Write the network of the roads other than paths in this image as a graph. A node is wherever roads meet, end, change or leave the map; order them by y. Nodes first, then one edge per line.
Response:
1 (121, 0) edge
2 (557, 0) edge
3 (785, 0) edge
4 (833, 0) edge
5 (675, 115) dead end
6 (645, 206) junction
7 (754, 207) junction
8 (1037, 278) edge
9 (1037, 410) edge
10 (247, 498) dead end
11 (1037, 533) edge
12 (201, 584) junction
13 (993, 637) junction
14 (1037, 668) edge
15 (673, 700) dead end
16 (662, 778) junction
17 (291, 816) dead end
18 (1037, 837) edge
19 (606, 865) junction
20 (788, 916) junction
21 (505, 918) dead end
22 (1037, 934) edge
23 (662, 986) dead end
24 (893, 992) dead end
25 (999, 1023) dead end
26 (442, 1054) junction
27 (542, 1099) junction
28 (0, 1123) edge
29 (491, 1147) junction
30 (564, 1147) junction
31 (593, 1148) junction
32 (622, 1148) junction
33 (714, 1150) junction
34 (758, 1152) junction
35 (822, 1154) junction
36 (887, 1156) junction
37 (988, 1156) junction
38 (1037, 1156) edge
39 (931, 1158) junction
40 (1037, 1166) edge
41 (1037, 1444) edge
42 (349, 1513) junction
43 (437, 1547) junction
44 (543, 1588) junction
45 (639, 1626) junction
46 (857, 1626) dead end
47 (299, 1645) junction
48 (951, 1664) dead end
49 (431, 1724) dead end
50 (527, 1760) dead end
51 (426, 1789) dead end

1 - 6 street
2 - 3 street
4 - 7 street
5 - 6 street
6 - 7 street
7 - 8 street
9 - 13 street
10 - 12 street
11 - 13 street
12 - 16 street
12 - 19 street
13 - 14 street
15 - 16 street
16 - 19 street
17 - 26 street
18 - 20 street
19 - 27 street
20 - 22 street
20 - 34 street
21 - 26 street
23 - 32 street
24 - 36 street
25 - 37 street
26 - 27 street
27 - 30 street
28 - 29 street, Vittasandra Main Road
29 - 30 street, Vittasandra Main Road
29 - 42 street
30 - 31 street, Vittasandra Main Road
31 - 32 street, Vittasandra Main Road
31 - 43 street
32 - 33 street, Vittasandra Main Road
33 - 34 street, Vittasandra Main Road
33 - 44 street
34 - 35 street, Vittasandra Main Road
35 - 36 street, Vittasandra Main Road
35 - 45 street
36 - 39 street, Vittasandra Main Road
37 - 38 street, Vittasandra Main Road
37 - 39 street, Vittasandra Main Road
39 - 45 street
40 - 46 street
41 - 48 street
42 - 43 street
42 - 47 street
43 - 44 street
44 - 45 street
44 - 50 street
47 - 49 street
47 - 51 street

+---+

## What you are asked to do
Set the entries down again precisely as they were given.

## Solution for this problem
Write the network of the roads other than paths in this image as a graph. A node is wherever roads meet, end, change or leave the map; order them by y. Nodes first, then one edge per line.
Response:
1 (121, 0) edge
2 (557, 0) edge
3 (785, 0) edge
4 (833, 0) edge
5 (675, 115) dead end
6 (645, 206) junction
7 (754, 207) junction
8 (1037, 278) edge
9 (1037, 410) edge
10 (247, 498) dead end
11 (1037, 533) edge
12 (201, 584) junction
13 (993, 637) junction
14 (1037, 668) edge
15 (673, 700) dead end
16 (662, 778) junction
17 (291, 816) dead end
18 (1037, 837) edge
19 (606, 865) junction
20 (788, 916) junction
21 (505, 918) dead end
22 (1037, 934) edge
23 (662, 986) dead end
24 (893, 992) dead end
25 (999, 1023) dead end
26 (442, 1054) junction
27 (542, 1099) junction
28 (0, 1123) edge
29 (491, 1147) junction
30 (564, 1147) junction
31 (593, 1148) junction
32 (622, 1148) junction
33 (714, 1150) junction
34 (758, 1152) junction
35 (822, 1154) junction
36 (887, 1156) junction
37 (988, 1156) junction
38 (1037, 1156) edge
39 (931, 1158) junction
40 (1037, 1166) edge
41 (1037, 1444) edge
42 (349, 1513) junction
43 (437, 1547) junction
44 (543, 1588) junction
45 (639, 1626) junction
46 (857, 1626) dead end
47 (299, 1645) junction
48 (951, 1664) dead end
49 (431, 1724) dead end
50 (527, 1760) dead end
51 (426, 1789) dead end

1 - 6 street
2 - 3 street
4 - 7 street
5 - 6 street
6 - 7 street
7 - 8 street
9 - 13 street
10 - 12 street
11 - 13 street
12 - 16 street
12 - 19 street
13 - 14 street
15 - 16 street
16 - 19 street
17 - 26 street
18 - 20 street
19 - 27 street
20 - 22 street
20 - 34 street
21 - 26 street
23 - 32 street
24 - 36 street
25 - 37 street
26 - 27 street
27 - 30 street
28 - 29 street, Vittasandra Main Road
29 - 30 street, Vittasandra Main Road
29 - 42 street
30 - 31 street, Vittasandra Main Road
31 - 32 street, Vittasandra Main Road
31 - 43 street
32 - 33 street, Vittasandra Main Road
33 - 34 street, Vittasandra Main Road
33 - 44 street
34 - 35 street, Vittasandra Main Road
35 - 36 street, Vittasandra Main Road
35 - 45 street
36 - 39 street, Vittasandra Main Road
37 - 38 street, Vittasandra Main Road
37 - 39 street, Vittasandra Main Road
39 - 45 street
40 - 46 street
41 - 48 street
42 - 43 street
42 - 47 street
43 - 44 street
44 - 45 street
44 - 50 street
47 - 49 street
47 - 51 street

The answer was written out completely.